**TASK GOAL:**
All of the data is to be copied without a single change.

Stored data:
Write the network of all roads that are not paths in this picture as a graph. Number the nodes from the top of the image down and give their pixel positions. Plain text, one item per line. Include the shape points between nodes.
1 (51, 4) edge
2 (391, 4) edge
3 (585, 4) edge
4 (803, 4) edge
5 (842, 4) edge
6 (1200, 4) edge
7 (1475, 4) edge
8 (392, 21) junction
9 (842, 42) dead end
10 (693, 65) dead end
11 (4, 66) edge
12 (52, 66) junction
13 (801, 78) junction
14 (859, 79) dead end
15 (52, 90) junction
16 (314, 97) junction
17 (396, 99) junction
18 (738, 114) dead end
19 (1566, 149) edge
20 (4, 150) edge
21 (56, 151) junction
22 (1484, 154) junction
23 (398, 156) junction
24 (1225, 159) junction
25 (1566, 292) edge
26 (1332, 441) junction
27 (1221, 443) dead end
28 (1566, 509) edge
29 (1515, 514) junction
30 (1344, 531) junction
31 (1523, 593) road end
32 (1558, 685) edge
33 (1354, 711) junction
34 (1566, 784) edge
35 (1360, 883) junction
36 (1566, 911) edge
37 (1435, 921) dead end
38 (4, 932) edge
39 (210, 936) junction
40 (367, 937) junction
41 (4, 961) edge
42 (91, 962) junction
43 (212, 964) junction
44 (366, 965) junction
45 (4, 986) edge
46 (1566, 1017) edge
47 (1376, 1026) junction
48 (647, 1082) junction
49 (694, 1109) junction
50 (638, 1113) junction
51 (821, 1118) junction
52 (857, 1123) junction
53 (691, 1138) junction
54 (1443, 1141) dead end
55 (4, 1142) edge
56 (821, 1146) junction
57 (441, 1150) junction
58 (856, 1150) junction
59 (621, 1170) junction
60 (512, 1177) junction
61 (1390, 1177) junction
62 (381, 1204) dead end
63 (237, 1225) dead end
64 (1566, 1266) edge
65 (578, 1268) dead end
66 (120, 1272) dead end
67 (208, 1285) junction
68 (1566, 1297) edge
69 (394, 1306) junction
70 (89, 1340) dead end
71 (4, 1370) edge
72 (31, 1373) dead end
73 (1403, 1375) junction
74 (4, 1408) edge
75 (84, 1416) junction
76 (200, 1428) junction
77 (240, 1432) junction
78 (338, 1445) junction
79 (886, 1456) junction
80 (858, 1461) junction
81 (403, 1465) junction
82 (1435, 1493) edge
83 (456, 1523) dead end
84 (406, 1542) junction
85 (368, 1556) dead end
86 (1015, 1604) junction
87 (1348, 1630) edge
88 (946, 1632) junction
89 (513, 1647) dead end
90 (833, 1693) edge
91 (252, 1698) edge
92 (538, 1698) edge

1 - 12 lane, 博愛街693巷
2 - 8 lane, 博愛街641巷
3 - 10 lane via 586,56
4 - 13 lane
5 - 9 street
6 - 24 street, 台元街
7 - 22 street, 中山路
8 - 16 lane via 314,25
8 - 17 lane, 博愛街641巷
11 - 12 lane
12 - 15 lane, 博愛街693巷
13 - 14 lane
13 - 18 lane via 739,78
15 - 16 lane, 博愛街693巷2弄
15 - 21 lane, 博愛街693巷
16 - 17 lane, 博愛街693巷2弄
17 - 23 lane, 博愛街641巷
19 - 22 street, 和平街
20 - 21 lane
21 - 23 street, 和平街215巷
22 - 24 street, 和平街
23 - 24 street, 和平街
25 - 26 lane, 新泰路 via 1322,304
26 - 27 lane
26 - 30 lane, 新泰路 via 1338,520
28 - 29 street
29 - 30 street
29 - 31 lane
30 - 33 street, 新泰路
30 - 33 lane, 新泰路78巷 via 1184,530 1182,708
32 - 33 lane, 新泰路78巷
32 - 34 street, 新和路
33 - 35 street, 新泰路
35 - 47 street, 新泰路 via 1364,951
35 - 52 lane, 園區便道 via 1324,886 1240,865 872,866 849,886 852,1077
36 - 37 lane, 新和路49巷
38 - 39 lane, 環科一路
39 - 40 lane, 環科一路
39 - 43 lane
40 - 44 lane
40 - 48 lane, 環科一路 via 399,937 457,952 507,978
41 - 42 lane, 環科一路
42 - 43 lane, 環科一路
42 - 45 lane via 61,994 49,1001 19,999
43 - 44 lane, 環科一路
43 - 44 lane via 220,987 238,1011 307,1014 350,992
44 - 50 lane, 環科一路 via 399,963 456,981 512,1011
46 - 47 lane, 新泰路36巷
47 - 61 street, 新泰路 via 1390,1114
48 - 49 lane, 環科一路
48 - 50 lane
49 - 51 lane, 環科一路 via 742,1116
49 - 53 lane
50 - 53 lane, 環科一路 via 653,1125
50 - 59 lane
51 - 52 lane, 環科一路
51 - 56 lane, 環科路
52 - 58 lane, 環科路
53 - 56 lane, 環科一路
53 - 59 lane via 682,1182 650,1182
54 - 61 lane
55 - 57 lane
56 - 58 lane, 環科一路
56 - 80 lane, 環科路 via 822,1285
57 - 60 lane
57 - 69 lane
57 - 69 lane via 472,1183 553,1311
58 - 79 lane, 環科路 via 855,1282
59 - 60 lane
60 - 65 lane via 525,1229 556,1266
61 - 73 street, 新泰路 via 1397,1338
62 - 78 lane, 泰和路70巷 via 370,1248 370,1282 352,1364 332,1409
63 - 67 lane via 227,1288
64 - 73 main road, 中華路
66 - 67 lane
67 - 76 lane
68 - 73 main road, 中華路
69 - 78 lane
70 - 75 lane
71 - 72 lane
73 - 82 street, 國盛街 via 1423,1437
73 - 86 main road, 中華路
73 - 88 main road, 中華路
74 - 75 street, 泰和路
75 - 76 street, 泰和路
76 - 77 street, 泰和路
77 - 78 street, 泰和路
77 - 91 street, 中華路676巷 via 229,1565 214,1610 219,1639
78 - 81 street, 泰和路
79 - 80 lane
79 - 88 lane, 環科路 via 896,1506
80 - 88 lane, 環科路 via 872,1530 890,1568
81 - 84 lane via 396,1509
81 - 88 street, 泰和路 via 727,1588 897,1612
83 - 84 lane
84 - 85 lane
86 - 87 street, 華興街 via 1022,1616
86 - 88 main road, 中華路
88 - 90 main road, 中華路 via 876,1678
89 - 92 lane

**OUTPUT:**
Write the network of all roads that are not paths in this picture as a graph. Number the nodes from the top of the image down and give their pixel positions. Plain text, one item per line. Include the shape points between nodes.
1 (51, 4) edge
2 (391, 4) edge
3 (585, 4) edge
4 (803, 4) edge
5 (842, 4) edge
6 (1200, 4) edge
7 (1475, 4) edge
8 (392, 21) junction
9 (842, 42) dead end
10 (693, 65) dead end
11 (4, 66) edge
12 (52, 66) junction
13 (801, 78) junction
14 (859, 79) dead end
15 (52, 90) junction
16 (314, 97) junction
17 (396, 99) junction
18 (738, 114) dead end
19 (1566, 149) edge
20 (4, 150) edge
21 (56, 151) junction
22 (1484, 154) junction
23 (398, 156) junction
24 (1225, 159) junction
25 (1566, 292) edge
26 (1332, 441) junction
27 (1221, 443) dead end
28 (1566, 509) edge
29 (1515, 514) junction
30 (1344, 531) junction
31 (1523, 593) road end
32 (1558, 685) edge
33 (1354, 711) junction
34 (1566, 784) edge
35 (1360, 883) junction
36 (1566, 911) edge
37 (1435, 921) dead end
38 (4, 932) edge
39 (210, 936) junction
40 (367, 937) junction
41 (4, 961) edge
42 (91, 962) junction
43 (212, 964) junction
44 (366, 965) junction
45 (4, 986) edge
46 (1566, 1017) edge
47 (1376, 1026) junction
48 (647, 1082) junction
49 (694, 1109) junction
50 (638, 1113) junction
51 (821, 1118) junction
52 (857, 1123) junction
53 (691, 1138) junction
54 (1443, 1141) dead end
55 (4, 1142) edge
56 (821, 1146) junction
57 (441, 1150) junction
58 (856, 1150) junction
59 (621, 1170) junction
60 (512, 1177) junction
61 (1390, 1177) junction
62 (381, 1204) dead end
63 (237, 1225) dead end
64 (1566, 1266) edge
65 (578, 1268) dead end
66 (120, 1272) dead end
67 (208, 1285) junction
68 (1566, 1297) edge
69 (394, 1306) junction
70 (89, 1340) dead end
71 (4, 1370) edge
72 (31, 1373) dead end
73 (1403, 1375) junction
74 (4, 1408) edge
75 (84, 1416) junction
76 (200, 1428) junction
77 (240, 1432) junction
78 (338, 1445) junction
79 (886, 1456) junction
80 (858, 1461) junction
81 (403, 1465) junction
82 (1435, 1493) edge
83 (456, 1523) dead end
84 (406, 1542) junction
85 (368, 1556) dead end
86 (1015, 1604) junction
87 (1348, 1630) edge
88 (946, 1632) junction
89 (513, 1647) dead end
90 (833, 1693) edge
91 (252, 1698) edge
92 (538, 1698) edge

1 - 12 lane, 博愛街693巷
2 - 8 lane, 博愛街641巷
3 - 10 lane via 586,56
4 - 13 lane
5 - 9 street
6 - 24 street, 台元街
7 - 22 street, 中山路
8 - 16 lane via 314,25
8 - 17 lane, 博愛街641巷
11 - 12 lane
12 - 15 lane, 博愛街693巷
13 - 14 lane
13 - 18 lane via 739,78
15 - 16 lane, 博愛街693巷2弄
15 - 21 lane, 博愛街693巷
16 - 17 lane, 博愛街693巷2弄
17 - 23 lane, 博愛街641巷
19 - 22 street, 和平街
20 - 21 lane
21 - 23 street, 和平街215巷
22 - 24 street, 和平街
23 - 24 street, 和平街
25 - 26 lane, 新泰路 via 1322,304
26 - 27 lane
26 - 30 lane, 新泰路 via 1338,520
28 - 29 street
29 - 30 street
29 - 31 lane
30 - 33 street, 新泰路
30 - 33 lane, 新泰路78巷 via 1184,530 1182,708
32 - 33 lane, 新泰路78巷
32 - 34 street, 新和路
33 - 35 street, 新泰路
35 - 47 street, 新泰路 via 1364,951
35 - 52 lane, 園區便道 via 1324,886 1240,865 872,866 849,886 852,1077
36 - 37 lane, 新和路49巷
38 - 39 lane, 環科一路
39 - 40 lane, 環科一路
39 - 43 lane
40 - 44 lane
40 - 48 lane, 環科一路 via 399,937 457,952 507,978
41 - 42 lane, 環科一路
42 - 43 lane, 環科一路
42 - 45 lane via 61,994 49,1001 19,999
43 - 44 lane, 環科一路
43 - 44 lane via 220,987 238,1011 307,1014 350,992
44 - 50 lane, 環科一路 via 399,963 456,981 512,1011
46 - 47 lane, 新泰路36巷
47 - 61 street, 新泰路 via 1390,1114
48 - 49 lane, 環科一路
48 - 50 lane
49 - 51 lane, 環科一路 via 742,1116
49 - 53 lane
50 - 53 lane, 環科一路 via 653,1125
50 - 59 lane
51 - 52 lane, 環科一路
51 - 56 lane, 環科路
52 - 58 lane, 環科路
53 - 56 lane, 環科一路
53 - 59 lane via 682,1182 650,1182
54 - 61 lane
55 - 57 lane
56 - 58 lane, 環科一路
56 - 80 lane, 環科路 via 822,1285
57 - 60 lane
57 - 69 lane
57 - 69 lane via 472,1183 553,1311
58 - 79 lane, 環科路 via 855,1282
59 - 60 lane
60 - 65 lane via 525,1229 556,1266
61 - 73 street, 新泰路 via 1397,1338
62 - 78 lane, 泰和路70巷 via 370,1248 370,1282 352,1364 332,1409
63 - 67 lane via 227,1288
64 - 73 main road, 中華路
66 - 67 lane
67 - 76 lane
68 - 73 main road, 中華路
69 - 78 lane
70 - 75 lane
71 - 72 lane
73 - 82 street, 國盛街 via 1423,1437
73 - 86 main road, 中華路
73 - 88 main road, 中華路
74 - 75 street, 泰和路
75 - 76 street, 泰和路
76 - 77 street, 泰和路
77 - 78 street, 泰和路
77 - 91 street, 中華路676巷 via 229,1565 214,1610 219,1639
78 - 81 street, 泰和路
79 - 80 lane
79 - 88 lane, 環科路 via 896,1506
80 - 88 lane, 環科路 via 872,1530 890,1568
81 - 84 lane via 396,1509
81 - 88 street, 泰和路 via 727,1588 897,1612
83 - 84 lane
84 - 85 lane
86 - 87 street, 華興街 via 1022,1616
86 - 88 main road, 中華路
88 - 90 main road, 中華路 via 876,1678
89 - 92 lane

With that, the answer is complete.